Monday 10 August 2020

Top lawyer says 30% ruling plans contravene Dutch law, calls for change

The protest outside parliament earlier this year. Photo: Lingaraj Bharamagoudar

The government’s decision not to include a transition period for current 30% ruling beneficiaries when it slashes the time limit from eight to five years contravenes Dutch law, according to an expert legal opinion prepared for the lobby group fighting the change.

The United Expats in the Netherlands group commissioned law firm Stibbe to look into the issue and its lawyers conclude that the plan contravenes principles of legal certainty, predictability and proportionality.

In addition, the report says, the lack of a transition period is in ‘direct conflict’ with tax minister Menno Snel’s own policy on transitional agreements, and with principles of due diligence and justification.

This means, the law firm says, the proposal is unlikely to survive ‘judicial scrutiny’ if it becomes the law.

In particular, the report criticises the fact that the government has not researched the likely impact on the 11,000 people who will lose the tax break before they expected too, but dismisses them as ‘a limited number’.


The UNEL has now sent the report to the parliamentary finance committee which is currently re-examining two aspects of government tax policy – the 30% ruling cuts and the decision to scrap the tax on dividends.

‘It is shocking that despite the negative advice from the Council of State that the current proposal does not respect the existing term limits for current recipients of the 30% tax ruling,’ UNEL spokeswoman Jessica Taylor Piotrowski said.

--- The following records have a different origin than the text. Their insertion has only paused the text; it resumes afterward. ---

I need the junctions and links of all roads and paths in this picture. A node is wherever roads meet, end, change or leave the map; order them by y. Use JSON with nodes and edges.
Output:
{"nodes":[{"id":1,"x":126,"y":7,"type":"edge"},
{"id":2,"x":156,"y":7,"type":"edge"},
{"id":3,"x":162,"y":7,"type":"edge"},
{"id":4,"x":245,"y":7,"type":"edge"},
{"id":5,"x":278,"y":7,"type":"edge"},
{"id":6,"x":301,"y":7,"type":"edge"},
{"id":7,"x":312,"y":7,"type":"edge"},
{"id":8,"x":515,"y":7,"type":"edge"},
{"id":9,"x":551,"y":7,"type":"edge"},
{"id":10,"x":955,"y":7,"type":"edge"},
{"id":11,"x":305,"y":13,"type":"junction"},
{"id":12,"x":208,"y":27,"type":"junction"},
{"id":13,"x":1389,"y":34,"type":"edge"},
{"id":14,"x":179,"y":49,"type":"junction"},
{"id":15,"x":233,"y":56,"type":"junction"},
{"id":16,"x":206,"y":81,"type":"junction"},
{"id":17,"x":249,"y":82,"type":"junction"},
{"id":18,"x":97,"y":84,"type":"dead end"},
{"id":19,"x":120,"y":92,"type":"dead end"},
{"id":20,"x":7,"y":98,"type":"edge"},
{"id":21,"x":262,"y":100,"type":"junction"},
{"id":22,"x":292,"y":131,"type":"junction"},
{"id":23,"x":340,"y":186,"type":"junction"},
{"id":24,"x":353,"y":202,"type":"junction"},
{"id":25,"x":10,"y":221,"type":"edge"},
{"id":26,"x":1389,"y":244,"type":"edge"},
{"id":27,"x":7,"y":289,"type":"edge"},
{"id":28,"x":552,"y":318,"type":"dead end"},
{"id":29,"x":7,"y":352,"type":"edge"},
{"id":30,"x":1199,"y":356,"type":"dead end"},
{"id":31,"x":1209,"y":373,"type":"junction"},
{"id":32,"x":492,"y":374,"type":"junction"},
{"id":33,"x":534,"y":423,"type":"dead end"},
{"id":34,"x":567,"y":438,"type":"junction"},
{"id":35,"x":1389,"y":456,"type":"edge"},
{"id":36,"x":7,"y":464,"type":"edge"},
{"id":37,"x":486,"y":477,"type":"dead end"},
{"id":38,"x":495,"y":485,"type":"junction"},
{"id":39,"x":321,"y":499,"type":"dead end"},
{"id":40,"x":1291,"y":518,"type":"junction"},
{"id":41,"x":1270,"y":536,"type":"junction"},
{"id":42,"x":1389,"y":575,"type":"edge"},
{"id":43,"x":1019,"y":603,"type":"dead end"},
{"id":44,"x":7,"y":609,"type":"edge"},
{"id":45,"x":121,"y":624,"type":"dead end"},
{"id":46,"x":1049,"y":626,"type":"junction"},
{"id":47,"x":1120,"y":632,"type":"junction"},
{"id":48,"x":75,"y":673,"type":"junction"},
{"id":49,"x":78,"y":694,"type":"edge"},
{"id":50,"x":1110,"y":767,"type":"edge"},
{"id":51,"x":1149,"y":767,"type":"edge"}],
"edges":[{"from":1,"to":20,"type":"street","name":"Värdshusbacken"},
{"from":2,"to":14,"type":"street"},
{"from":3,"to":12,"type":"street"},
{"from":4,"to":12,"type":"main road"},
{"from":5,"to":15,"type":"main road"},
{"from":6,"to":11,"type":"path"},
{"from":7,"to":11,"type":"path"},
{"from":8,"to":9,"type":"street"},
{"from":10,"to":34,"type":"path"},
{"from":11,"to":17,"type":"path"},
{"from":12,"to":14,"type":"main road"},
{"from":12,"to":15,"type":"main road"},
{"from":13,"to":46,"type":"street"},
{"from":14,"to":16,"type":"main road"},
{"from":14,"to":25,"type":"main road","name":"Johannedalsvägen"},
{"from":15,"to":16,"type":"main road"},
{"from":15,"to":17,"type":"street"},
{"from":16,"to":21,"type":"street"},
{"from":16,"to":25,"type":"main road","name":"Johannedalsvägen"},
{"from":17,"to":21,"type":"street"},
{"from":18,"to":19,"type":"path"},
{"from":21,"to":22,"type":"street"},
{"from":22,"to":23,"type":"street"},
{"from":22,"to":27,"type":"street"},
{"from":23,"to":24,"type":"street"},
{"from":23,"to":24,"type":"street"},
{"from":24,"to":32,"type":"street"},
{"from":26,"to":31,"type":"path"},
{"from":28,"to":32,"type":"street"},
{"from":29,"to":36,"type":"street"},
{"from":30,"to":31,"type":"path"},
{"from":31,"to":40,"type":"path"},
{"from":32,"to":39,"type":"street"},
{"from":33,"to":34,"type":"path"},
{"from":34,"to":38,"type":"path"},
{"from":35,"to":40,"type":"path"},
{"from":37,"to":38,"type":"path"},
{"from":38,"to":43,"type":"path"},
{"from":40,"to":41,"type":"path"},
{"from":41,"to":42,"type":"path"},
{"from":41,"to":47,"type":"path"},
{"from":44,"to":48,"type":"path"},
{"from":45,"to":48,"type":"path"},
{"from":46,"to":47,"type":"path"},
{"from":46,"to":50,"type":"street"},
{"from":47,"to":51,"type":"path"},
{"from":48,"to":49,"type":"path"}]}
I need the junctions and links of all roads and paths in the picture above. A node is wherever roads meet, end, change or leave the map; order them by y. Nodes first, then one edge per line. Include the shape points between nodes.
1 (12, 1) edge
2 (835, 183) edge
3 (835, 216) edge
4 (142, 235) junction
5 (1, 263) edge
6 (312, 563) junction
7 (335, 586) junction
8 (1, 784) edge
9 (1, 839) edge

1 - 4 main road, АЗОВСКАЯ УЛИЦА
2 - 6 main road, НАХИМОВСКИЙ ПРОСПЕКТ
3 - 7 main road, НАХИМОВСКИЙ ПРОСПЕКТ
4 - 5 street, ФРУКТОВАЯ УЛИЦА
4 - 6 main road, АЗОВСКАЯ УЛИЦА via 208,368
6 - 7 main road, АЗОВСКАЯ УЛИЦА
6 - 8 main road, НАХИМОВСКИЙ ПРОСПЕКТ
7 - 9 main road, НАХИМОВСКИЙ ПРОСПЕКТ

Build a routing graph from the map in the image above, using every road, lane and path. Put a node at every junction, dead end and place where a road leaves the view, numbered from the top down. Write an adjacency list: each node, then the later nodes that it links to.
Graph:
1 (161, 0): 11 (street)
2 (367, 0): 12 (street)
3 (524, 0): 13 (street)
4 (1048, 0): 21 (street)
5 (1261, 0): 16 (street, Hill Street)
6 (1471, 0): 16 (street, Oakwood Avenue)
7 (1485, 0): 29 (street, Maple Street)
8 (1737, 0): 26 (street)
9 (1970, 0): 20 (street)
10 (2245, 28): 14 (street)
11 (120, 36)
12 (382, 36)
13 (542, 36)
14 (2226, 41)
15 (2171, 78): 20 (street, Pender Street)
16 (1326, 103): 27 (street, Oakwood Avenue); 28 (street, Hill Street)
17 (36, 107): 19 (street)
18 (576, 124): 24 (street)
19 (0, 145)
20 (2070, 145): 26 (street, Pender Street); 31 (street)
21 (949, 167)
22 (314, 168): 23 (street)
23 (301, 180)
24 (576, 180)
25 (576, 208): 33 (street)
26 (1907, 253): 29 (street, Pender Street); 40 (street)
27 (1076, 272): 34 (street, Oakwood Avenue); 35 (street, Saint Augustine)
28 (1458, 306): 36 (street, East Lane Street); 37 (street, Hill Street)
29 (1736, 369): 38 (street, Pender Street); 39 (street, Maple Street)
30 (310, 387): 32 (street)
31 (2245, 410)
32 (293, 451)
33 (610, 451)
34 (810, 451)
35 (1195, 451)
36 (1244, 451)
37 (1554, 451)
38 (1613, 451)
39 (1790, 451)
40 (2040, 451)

‘This legal document shows that the budget proposal violates Dutch law and is ground for further legal action.’


Sources in The Hague have told the Telegraaf that there are signs the government will water down its planned changes to the 30% ruling for international workers.

The Telegraaf says the planned cut from eight to five years may not be as severe as the government planned, and the five-year limit may be made longer.

Other sources have told that that the government may introduce a one year transition period to temper the switch for current beneficiaries who will lose hundreds of euros a month from January 1.

The finance ministry has declined to comment on the claims while the talks are ongoing.